O mundo agora é minha casa! Cada rua, esquina, praça, casa. Todo lugar é
meu palco! Meu corpo minha visão... na luz da escuridão tracei meu caminho...
Visão:
Finalmente, acordou. Bobinha! Agora, entendeu, existem infinitas formas de
ver o mundo... toda pessoa tem uma. Mas, poucas pessoas, nascem para ver o
mundo de diversas maneiras... Você é uma das poucas criaturas que pode me
enxergar além da aparência.
Zoli:
É isso! Por isso que minha finada mãezinha dizia que nasci de cl, ce para a
lua... Jesus e Santa Luzia ouviram minhas preces... novenas... ladainhas... e a
penitência de comer 35 ovos, um frango inteiro, um quilo de feijoada com arroz de
toicinho por dia, durante trinta e cinco anos da minha vida.
Viver não é fácil... todo mundo tem suas dificuldades, lutas diárias, precisam
enfrentar seus próprios demônios... viver no escuro... não é para qualquer um.
Silêncio
Cena 8
Zoli deitada no palco ao lado da Bili e da Visão
Saudade da Eva! Fica com ciúme não Bili, a Eva foi antes de você. Ela era
feinha a bichinha... era uma vara grosseira, sem brilho, sem charme, mas, foi minha
melhor amiga, me salvou de cair nos buracos, machucar meu corpo muitas e muitas
vezes. Um dia foi só nós duas fazer o teste para participar daquele filme! Daquele
filme de princesas, madame que lutavam pelo amor de um principe encantado.
Ah, mermã! Tu precisavas ver o que aconteceu quando a gente chegou lá!
Todo mundo lá parou para olhar a gente... e, nós passamos no meio deles de
cabeça erguida, peito estufado, barriga para dentro e elegância no rebolado...
Ainda lembro da voz do descuncado daquele homem e da metida daquela
mulher dizendo, aqui não trabalhamos com PCDs... Se tu visses Bili a cara de
passada dela, a abusada ficou chocada quando eu disse que não era PCDs, mas,
sim uma artista cega. Ah! Queria encontrar essa gente agora!

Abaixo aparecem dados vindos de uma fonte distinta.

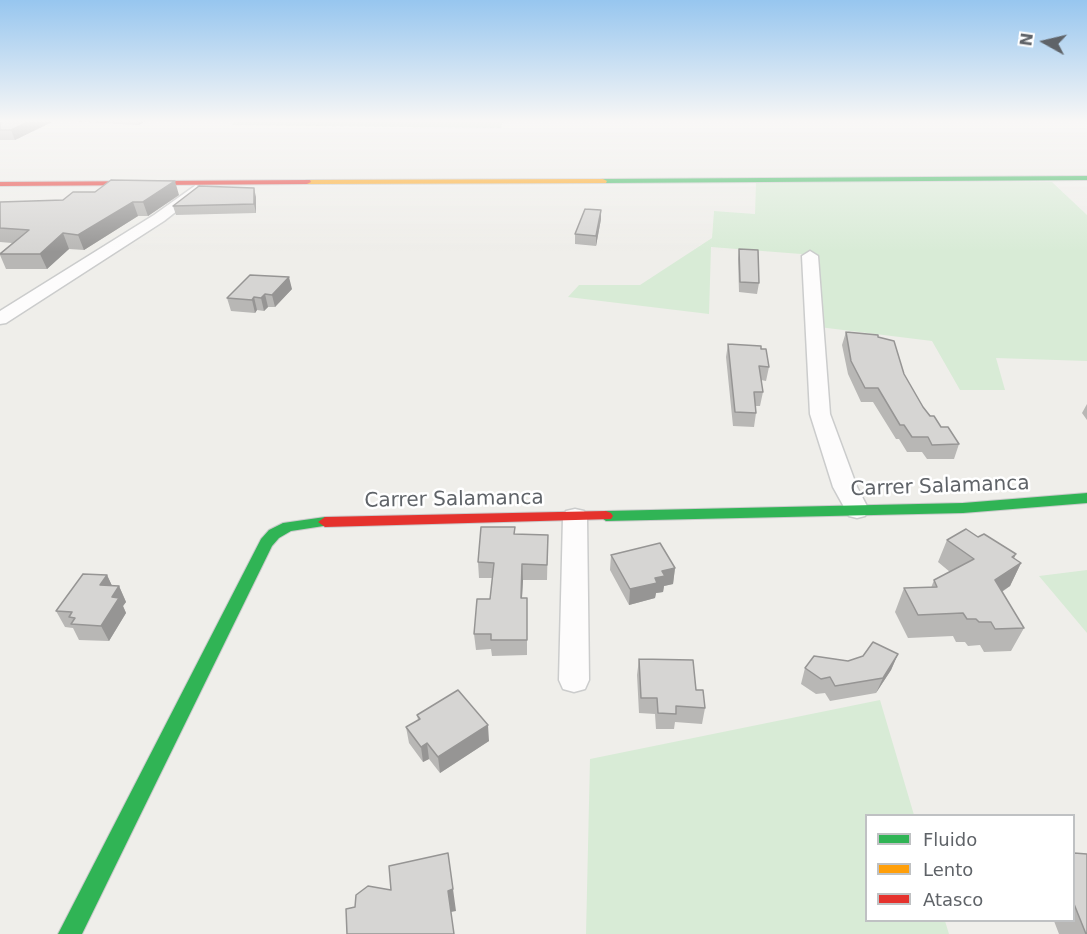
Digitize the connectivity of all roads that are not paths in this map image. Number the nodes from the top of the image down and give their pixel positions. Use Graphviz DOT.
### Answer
graph roads {
  1 [pos="1087,178"];
  2 [pos="206,182"];
  3 [pos="0,184"];
  4 [pos="810,256"];
  5 [pos="0,319"];
  6 [pos="1087,498"];
  7 [pos="857,510"];
  8 [pos="575,517"];
  9 [pos="574,680"];
  10 [pos="70,934"];
  1 -- 2 [label="street"];
  2 -- 3 [label="street"];
  2 -- 5 [label="street"];
  4 -- 7 [label="street"];
  6 -- 7 [label="street, Carrer Salamanca"];
  7 -- 8 [label="street, Carrer Salamanca"];
  8 -- 9 [label="street"];
  8 -- 10 [label="street, Carrer Salamanca"];
}
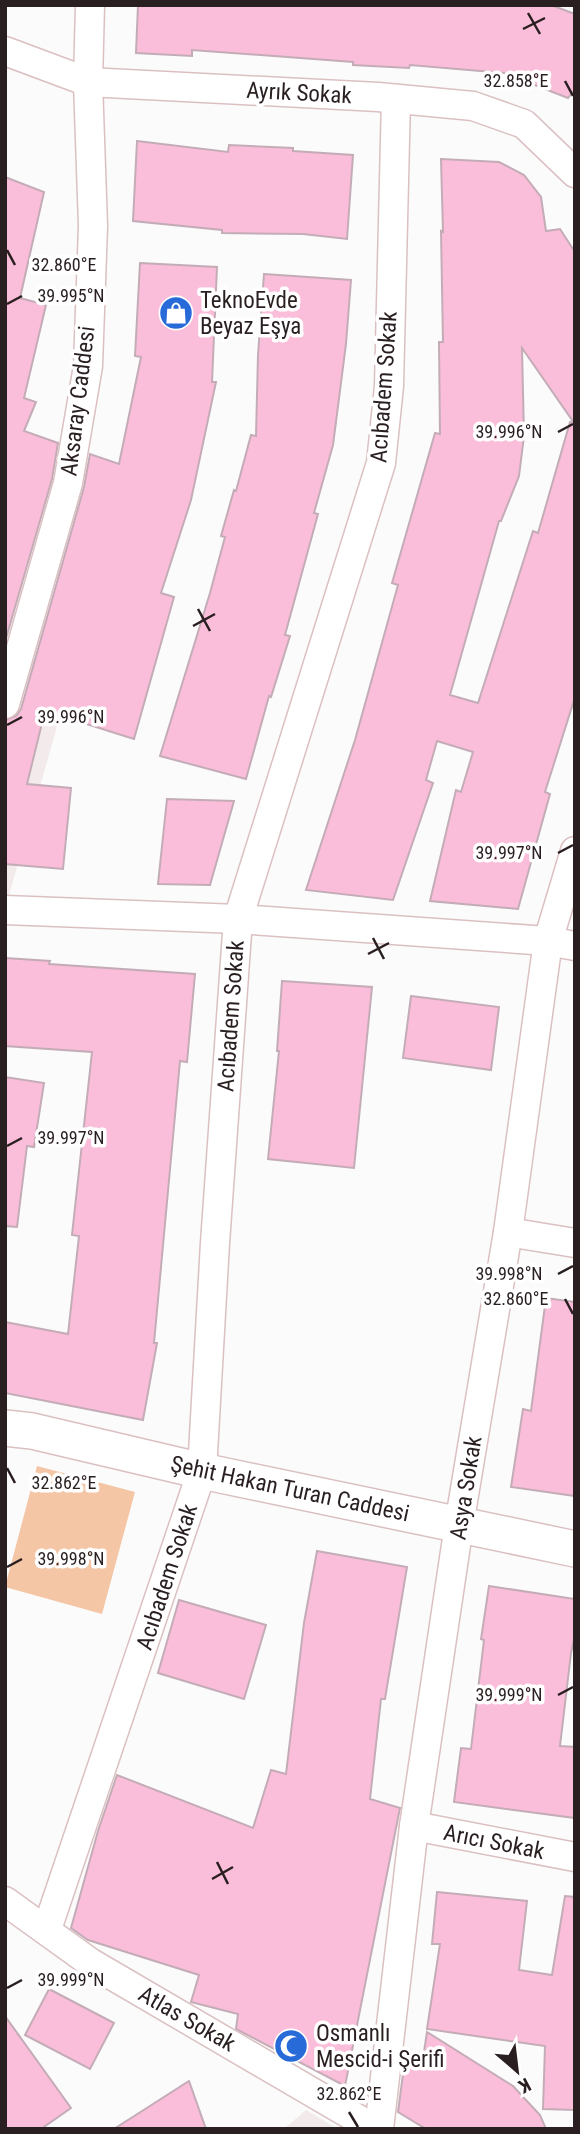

Falar de gente cega é mais quem sabe, ou melhor, pensa que sabe, é mais
quem julga, admira e tem aqueles que morre de medo... falam no meu Deus se eu
ficasse cega morreria... Que coisa! Onde já se viu cegueira matar alguém?
O que mata é o preconceito, a intolerância e o egoísmo humano. Ah, como
queria que essas pessoas pudessem enxergar elas próprias no escuro pelo menos
uma vez!
O escuro é o lugar de onde se pode ver tudo... ver o quê e quem está no
escuro e no claro, na luz, mas, quem está na luz não ver quem está no escuro.
Coisas incríveis e prazerosas acontecem no escuro. O amor selvagem, o romântico,
as juras de amor, gemidos, aconchegos, sorrisos...
No escuro está também, nossos maiores medos, pesadelos... fraquezas... o
escuro faz isso, mostra nosso eu. Não existe nada mais terrível do que nosso eu...
Silêncio. Palco no escuro.
Visão:
Sim, enxergar no escuro é, divino., lindo, excitante!
Zoli
Ah, se você soubesse o que vejo no escuro!